Violentado el principio de no retroactividad, mal legislado y reglamentado el instrumento, torturado el lenguaje con la pregunta que por naturaleza exige, movida la fecha de su realización y elevado así su costo, y recargada sobre el organizador la responsabilidad del Estado en su conjunto, esa pirinola amaga con caer dejando ver el lado donde dice “todos pierden”: ciudadanía, gobierno e instituto, en suma, la democracia.

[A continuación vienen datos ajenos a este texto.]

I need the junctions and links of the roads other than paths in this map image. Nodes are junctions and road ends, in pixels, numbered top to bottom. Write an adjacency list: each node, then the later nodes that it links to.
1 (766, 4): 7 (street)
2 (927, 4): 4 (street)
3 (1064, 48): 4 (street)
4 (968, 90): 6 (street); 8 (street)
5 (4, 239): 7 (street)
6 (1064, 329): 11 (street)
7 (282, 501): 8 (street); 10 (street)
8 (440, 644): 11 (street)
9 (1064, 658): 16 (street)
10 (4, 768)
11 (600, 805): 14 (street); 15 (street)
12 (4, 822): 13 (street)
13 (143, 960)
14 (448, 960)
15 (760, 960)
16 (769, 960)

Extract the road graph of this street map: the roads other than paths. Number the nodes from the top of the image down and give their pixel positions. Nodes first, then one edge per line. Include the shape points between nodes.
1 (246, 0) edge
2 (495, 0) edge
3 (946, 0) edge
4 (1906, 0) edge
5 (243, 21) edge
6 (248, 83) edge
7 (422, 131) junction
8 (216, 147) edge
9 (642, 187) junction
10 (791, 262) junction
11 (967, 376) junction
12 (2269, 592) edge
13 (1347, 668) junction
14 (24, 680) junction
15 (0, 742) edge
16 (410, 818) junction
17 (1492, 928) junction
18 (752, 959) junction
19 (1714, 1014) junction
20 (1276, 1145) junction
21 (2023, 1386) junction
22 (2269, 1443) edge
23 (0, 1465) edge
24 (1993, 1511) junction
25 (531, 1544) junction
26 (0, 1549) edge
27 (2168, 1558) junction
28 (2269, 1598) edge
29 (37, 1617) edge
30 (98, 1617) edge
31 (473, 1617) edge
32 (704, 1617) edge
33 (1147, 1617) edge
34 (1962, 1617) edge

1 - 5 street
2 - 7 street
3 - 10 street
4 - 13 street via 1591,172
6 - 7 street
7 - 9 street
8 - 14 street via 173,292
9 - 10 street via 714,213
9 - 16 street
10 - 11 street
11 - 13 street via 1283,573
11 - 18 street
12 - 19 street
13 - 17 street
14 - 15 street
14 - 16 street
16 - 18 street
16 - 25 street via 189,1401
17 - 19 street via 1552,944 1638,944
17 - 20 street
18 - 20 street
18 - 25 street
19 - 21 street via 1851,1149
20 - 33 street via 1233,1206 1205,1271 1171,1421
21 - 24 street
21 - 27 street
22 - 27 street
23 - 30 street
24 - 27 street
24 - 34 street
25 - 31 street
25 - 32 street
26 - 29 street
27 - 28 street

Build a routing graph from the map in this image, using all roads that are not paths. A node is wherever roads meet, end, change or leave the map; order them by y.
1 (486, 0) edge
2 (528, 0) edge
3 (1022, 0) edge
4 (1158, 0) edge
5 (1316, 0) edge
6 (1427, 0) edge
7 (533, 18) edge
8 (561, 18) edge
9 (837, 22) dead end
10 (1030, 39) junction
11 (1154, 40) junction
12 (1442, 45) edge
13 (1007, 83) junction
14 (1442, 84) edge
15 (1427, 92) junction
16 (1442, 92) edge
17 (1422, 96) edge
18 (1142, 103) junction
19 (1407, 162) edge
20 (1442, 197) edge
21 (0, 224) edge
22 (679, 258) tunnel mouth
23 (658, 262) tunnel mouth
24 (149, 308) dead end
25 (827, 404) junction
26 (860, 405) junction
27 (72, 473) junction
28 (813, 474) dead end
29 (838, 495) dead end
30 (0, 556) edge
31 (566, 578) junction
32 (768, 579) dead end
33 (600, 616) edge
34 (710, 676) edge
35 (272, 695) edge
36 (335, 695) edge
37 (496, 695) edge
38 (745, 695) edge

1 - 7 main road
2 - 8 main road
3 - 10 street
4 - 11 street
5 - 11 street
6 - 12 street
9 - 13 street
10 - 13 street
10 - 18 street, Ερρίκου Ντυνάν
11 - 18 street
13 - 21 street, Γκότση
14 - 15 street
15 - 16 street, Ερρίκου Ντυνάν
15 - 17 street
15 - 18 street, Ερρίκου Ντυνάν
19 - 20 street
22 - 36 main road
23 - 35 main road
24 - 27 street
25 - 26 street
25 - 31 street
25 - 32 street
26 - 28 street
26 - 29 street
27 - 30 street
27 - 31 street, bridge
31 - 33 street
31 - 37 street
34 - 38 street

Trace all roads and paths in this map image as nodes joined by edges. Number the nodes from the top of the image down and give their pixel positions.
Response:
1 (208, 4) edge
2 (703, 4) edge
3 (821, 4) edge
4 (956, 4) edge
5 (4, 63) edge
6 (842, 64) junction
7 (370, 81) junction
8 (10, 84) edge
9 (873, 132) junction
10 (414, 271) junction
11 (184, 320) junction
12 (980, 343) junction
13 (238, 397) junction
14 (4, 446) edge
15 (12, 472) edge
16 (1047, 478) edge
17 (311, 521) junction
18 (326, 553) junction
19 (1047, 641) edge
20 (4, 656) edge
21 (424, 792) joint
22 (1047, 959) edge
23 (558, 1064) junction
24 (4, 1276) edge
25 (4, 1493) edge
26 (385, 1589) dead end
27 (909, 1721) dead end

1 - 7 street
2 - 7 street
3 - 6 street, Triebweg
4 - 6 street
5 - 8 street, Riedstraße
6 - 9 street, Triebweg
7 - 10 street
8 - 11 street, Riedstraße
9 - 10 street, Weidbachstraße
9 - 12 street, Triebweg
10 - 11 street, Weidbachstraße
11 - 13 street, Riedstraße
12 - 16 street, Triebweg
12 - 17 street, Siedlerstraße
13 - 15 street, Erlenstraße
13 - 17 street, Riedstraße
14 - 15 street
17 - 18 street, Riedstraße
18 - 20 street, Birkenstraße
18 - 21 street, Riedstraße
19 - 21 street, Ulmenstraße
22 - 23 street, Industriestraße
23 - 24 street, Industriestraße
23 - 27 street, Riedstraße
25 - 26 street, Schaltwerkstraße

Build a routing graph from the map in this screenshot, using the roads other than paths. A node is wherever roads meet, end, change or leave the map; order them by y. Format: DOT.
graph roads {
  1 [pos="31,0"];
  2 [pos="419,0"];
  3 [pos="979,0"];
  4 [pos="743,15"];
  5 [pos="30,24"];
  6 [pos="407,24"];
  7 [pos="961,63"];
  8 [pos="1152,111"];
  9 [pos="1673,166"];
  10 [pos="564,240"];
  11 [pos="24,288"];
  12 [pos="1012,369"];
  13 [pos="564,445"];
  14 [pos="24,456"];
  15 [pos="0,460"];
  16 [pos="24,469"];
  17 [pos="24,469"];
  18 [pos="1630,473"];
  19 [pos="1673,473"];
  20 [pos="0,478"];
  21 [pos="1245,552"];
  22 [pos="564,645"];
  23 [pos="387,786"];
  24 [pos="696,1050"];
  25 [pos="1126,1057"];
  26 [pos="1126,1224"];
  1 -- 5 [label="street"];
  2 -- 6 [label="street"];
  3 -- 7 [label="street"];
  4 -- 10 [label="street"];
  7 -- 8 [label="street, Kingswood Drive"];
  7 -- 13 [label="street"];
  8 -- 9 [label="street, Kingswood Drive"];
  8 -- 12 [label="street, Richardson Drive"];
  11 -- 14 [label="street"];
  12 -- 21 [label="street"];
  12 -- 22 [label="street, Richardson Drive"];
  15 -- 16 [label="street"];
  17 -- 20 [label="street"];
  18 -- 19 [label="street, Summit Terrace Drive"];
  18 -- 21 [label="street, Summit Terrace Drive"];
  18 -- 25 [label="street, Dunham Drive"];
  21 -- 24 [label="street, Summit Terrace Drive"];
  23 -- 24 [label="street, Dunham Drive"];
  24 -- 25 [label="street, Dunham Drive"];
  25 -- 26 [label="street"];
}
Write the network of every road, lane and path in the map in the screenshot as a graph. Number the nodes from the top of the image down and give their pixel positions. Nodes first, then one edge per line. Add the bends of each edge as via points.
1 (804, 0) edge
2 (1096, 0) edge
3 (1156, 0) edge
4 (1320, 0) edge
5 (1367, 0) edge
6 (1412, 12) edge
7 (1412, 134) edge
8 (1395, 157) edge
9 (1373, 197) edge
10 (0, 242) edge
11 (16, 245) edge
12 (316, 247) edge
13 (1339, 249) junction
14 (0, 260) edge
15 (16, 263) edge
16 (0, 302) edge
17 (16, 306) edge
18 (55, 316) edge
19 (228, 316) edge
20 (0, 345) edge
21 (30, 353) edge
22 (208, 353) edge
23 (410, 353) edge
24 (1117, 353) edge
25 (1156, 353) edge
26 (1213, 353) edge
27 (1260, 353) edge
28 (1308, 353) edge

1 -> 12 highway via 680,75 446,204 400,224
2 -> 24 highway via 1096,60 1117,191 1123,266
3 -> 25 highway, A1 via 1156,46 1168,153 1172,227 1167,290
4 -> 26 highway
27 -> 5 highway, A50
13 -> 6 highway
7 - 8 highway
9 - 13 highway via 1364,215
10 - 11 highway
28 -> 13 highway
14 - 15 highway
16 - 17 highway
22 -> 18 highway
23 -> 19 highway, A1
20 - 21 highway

Torcido el sentido del ejercicio –ratificar, en vez de revocar el mandato presidencial–, forzada su realización por falta de recursos, animada la confrontación entre el principal jugador y los porteros con uniforme de árbitro, no es aventurado llegar a una conclusión. Pese a la intención presidencial, ese ejercicio –como la consulta popular– debutará mal y no quedará incorporado a la cultura política, el Ejecutivo podrá vanagloriarse de haberlo inaugurado sin alcanzar el resultado pretendido, el Instituto saldrá lastimado o vulnerado y está por verse si la ciudadanía acude a las urnas.
¿Por qué pervertir instrumentos que bien podrían fortalecer la democracia? ¿Por qué usar ese mecanismo como ariete para golpear al Instituto? ¿Por qué el Instituto hace de la resistencia a reducir su costo y revisar su estructura, la causa mayor de su sentido?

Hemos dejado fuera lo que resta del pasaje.